Your instructions: How many lines in the records below hold the string "Hudsonstraat"? Answer with the number alone.

Exercise data:

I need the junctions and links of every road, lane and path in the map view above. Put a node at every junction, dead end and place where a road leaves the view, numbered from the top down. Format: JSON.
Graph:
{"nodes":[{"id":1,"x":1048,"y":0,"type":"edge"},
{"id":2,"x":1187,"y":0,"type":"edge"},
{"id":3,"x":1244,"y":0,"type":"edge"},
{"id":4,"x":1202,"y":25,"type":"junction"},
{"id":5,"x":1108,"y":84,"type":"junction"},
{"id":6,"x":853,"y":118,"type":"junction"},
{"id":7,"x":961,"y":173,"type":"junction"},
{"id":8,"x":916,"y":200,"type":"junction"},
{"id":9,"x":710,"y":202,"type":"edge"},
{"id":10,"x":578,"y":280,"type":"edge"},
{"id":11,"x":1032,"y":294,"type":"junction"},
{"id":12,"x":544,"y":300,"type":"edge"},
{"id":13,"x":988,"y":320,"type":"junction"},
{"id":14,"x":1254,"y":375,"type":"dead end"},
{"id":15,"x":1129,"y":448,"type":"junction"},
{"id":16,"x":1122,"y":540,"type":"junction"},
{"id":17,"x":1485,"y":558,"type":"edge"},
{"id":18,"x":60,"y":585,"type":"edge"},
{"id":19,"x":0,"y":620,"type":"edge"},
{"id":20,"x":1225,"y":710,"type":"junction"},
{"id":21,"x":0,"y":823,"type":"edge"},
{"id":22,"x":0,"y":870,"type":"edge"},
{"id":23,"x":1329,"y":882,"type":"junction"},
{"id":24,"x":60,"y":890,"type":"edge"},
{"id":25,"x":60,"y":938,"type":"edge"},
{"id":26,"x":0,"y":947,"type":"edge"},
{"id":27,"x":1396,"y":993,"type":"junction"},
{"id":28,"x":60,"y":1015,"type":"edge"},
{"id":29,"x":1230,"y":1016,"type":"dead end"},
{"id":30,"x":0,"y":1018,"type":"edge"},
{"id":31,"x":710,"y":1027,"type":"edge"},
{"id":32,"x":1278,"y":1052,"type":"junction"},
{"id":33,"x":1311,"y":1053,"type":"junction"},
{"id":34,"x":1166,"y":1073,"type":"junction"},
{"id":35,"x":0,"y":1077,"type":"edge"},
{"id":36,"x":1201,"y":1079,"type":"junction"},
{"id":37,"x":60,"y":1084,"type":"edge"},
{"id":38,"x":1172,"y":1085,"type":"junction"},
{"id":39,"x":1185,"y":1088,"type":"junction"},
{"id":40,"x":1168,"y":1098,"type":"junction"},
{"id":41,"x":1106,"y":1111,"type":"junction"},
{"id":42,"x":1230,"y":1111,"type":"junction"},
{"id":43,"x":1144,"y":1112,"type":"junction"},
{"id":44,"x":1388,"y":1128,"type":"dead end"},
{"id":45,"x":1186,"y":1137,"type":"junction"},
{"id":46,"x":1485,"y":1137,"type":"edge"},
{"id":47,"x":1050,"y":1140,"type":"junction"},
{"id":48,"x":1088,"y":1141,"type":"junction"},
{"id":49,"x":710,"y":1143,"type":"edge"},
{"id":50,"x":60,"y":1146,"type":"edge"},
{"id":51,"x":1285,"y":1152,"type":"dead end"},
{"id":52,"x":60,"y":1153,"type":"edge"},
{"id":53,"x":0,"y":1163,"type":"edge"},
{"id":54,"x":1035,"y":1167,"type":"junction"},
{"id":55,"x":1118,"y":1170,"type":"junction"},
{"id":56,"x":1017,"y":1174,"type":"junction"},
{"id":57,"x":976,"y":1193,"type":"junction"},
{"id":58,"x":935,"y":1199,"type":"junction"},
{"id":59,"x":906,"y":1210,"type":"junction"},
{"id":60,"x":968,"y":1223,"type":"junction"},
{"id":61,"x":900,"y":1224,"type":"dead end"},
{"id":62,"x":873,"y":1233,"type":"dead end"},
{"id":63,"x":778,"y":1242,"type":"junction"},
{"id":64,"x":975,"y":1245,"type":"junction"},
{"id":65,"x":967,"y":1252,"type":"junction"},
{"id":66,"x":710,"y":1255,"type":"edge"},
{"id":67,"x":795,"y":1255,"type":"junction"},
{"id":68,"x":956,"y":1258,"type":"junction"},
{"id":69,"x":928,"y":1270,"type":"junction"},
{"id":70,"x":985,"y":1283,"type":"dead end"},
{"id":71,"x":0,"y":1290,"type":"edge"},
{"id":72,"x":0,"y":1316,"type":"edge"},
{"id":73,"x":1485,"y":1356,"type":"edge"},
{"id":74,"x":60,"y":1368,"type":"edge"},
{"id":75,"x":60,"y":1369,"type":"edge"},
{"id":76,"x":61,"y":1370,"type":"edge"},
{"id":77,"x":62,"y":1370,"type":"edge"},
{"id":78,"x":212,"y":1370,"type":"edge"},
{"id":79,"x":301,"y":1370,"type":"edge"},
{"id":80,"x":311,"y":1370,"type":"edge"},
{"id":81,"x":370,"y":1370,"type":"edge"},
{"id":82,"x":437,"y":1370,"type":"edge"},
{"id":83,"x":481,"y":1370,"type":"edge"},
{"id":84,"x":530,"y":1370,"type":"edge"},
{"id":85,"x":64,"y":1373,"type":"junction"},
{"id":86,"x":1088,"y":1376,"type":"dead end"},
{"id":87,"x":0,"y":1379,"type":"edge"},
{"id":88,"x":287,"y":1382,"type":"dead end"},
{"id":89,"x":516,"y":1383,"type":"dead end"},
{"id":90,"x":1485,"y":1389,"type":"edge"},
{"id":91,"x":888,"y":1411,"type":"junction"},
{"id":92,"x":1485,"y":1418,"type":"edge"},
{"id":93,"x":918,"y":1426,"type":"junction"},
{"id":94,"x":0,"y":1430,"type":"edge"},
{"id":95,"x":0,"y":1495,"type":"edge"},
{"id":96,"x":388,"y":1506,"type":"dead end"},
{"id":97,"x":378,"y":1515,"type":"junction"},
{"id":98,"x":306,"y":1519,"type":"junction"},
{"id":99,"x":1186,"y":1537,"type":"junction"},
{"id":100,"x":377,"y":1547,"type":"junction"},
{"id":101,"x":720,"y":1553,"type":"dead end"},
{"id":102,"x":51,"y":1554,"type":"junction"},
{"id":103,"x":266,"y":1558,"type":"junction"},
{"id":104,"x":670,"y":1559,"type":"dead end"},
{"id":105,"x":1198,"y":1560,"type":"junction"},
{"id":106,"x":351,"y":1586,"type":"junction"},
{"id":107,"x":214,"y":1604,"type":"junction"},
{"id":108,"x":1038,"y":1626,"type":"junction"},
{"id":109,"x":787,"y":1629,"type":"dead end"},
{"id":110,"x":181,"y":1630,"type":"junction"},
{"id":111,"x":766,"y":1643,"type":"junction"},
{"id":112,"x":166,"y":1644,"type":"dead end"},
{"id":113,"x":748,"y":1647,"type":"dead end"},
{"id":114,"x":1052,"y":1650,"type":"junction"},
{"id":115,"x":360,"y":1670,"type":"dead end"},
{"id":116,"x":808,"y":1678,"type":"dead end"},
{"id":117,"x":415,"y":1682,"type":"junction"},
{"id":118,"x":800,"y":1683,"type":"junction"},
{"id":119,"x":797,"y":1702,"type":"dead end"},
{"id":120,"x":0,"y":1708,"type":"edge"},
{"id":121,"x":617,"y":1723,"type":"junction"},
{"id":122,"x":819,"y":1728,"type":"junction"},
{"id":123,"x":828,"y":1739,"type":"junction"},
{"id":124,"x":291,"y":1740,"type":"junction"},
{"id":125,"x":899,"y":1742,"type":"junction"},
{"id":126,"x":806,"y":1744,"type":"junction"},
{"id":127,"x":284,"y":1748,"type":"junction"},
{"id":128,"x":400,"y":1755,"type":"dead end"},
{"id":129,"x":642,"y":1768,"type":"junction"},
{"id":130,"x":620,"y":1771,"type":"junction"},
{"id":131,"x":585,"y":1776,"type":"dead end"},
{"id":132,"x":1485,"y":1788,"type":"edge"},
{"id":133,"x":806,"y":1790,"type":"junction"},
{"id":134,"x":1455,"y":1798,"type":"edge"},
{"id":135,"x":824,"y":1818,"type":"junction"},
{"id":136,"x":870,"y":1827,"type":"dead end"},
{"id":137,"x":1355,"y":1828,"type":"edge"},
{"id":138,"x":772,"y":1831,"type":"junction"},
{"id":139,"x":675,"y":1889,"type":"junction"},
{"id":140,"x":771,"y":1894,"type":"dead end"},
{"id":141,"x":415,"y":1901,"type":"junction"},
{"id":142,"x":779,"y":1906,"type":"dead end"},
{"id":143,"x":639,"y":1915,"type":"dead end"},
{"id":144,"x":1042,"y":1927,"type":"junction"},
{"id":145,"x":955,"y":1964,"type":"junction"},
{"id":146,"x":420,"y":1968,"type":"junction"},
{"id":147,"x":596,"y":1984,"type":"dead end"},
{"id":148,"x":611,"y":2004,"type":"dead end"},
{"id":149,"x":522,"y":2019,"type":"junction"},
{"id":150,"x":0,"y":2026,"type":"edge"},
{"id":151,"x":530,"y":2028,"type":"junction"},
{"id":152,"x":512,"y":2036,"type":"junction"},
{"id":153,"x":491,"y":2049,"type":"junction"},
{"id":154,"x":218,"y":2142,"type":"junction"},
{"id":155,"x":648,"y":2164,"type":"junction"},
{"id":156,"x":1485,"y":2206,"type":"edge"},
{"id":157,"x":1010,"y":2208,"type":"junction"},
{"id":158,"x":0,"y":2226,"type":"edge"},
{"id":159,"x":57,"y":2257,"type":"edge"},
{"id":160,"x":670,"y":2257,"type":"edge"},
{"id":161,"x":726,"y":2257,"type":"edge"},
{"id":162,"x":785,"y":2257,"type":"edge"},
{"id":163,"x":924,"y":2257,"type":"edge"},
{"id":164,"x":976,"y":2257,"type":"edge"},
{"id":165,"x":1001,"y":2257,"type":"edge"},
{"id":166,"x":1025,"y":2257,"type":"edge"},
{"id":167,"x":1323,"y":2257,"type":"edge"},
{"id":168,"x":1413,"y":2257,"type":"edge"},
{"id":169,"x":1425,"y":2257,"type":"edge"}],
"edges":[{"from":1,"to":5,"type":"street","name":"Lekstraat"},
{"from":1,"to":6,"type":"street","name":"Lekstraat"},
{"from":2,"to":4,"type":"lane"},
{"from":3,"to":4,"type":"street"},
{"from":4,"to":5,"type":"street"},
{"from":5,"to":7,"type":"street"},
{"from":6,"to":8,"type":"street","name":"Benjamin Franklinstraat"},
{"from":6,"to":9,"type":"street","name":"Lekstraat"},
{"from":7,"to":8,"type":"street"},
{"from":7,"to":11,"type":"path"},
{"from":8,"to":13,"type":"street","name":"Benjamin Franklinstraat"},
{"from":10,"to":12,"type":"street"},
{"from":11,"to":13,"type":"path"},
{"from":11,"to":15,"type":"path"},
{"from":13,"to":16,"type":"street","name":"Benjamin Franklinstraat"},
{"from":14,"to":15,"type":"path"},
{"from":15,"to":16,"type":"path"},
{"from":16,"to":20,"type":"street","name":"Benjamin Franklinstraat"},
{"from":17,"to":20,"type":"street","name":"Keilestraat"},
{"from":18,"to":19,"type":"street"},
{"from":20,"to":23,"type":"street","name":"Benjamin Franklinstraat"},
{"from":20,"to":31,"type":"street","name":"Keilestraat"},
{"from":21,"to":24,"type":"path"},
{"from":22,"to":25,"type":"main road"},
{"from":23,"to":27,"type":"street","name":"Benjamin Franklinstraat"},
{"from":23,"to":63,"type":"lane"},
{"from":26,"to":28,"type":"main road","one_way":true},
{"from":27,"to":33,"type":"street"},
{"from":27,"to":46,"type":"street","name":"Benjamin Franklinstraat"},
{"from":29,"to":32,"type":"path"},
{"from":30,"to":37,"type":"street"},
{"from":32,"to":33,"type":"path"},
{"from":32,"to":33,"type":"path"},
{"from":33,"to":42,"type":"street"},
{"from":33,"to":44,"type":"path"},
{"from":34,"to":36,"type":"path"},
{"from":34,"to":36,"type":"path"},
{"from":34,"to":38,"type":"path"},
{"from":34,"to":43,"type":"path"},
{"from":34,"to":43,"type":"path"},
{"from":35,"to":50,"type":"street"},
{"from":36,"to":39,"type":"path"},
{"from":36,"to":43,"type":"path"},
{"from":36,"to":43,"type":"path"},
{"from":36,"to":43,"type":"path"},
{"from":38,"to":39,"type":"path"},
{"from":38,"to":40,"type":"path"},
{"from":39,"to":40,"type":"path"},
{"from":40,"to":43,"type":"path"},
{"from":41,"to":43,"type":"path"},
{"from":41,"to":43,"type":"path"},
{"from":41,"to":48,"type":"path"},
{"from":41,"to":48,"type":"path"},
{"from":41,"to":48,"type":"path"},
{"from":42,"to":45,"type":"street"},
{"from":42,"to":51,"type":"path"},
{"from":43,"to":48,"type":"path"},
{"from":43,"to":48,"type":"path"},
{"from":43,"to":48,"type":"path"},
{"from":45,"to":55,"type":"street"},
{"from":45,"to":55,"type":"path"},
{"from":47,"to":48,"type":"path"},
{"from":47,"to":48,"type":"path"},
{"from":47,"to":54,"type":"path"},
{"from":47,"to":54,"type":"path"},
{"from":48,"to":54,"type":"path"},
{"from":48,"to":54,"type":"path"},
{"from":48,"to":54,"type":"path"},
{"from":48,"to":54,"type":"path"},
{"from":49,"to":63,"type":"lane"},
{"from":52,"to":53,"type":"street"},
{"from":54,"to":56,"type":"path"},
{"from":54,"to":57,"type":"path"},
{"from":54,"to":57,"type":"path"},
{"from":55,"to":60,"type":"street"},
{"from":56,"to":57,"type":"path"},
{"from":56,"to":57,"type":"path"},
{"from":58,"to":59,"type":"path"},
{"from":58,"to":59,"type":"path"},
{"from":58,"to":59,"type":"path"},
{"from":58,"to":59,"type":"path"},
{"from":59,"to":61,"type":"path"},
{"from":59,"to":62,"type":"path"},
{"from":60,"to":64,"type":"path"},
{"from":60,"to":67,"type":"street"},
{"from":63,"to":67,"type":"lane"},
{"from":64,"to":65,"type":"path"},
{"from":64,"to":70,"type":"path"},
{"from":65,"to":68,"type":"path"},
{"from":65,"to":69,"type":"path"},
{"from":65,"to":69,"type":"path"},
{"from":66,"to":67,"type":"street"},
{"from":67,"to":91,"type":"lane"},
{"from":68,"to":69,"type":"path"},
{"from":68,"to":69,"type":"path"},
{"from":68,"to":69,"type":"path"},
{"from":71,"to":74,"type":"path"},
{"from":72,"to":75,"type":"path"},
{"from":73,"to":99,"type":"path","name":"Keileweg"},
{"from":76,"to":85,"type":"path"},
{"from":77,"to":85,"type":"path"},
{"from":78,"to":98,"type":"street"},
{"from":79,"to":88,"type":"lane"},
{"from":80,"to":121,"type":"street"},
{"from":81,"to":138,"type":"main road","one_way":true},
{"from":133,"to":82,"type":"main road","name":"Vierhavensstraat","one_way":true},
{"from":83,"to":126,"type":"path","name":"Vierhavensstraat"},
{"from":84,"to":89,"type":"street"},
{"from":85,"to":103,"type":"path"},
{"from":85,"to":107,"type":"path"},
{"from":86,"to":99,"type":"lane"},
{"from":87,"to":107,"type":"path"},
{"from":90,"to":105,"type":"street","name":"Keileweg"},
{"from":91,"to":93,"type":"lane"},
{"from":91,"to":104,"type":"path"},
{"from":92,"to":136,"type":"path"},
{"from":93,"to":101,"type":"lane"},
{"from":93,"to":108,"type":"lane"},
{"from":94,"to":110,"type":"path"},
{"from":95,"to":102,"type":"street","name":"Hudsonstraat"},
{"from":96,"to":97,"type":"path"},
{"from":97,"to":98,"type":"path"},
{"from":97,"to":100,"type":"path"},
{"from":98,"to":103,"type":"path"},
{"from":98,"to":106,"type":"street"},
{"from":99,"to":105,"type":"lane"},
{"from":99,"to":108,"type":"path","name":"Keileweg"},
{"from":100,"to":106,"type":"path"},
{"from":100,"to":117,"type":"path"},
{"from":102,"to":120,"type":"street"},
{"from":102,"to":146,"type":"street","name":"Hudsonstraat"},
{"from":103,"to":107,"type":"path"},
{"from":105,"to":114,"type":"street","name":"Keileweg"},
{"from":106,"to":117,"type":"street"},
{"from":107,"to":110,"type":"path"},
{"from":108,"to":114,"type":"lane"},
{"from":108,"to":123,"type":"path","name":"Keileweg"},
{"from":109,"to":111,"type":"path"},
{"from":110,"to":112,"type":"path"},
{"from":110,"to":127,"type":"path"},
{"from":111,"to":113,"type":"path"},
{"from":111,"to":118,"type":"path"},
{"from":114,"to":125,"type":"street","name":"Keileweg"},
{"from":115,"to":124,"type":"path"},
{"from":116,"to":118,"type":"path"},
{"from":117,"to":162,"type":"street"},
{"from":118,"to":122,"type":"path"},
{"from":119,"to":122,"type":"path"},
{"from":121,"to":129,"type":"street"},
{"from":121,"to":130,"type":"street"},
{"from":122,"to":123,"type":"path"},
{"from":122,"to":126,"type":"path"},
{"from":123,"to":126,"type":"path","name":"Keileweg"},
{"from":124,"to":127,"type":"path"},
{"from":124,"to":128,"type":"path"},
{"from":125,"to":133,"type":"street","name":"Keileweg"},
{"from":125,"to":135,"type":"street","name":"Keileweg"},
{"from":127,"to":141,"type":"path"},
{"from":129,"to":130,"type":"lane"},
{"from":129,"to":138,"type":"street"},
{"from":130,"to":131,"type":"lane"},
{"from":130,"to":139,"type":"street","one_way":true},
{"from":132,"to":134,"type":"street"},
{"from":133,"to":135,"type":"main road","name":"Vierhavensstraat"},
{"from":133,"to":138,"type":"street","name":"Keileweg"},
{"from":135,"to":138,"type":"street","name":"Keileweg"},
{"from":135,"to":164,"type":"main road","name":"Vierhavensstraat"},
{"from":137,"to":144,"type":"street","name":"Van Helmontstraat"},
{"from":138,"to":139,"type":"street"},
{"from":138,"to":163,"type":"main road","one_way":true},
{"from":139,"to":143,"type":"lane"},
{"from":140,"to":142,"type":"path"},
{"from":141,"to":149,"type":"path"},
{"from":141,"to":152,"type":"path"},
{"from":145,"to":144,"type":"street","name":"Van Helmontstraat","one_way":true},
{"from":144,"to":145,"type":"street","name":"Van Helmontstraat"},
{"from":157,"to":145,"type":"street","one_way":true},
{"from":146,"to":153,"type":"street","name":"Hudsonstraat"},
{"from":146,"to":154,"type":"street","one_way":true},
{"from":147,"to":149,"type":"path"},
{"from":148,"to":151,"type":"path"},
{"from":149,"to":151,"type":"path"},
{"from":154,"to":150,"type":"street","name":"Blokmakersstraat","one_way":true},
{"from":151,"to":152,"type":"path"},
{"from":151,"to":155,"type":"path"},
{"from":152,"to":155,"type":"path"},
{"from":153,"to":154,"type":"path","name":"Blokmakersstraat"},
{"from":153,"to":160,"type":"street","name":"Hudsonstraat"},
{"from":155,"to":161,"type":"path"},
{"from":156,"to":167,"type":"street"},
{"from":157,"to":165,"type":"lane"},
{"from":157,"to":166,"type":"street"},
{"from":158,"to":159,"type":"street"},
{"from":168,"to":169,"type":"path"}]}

Response box: 4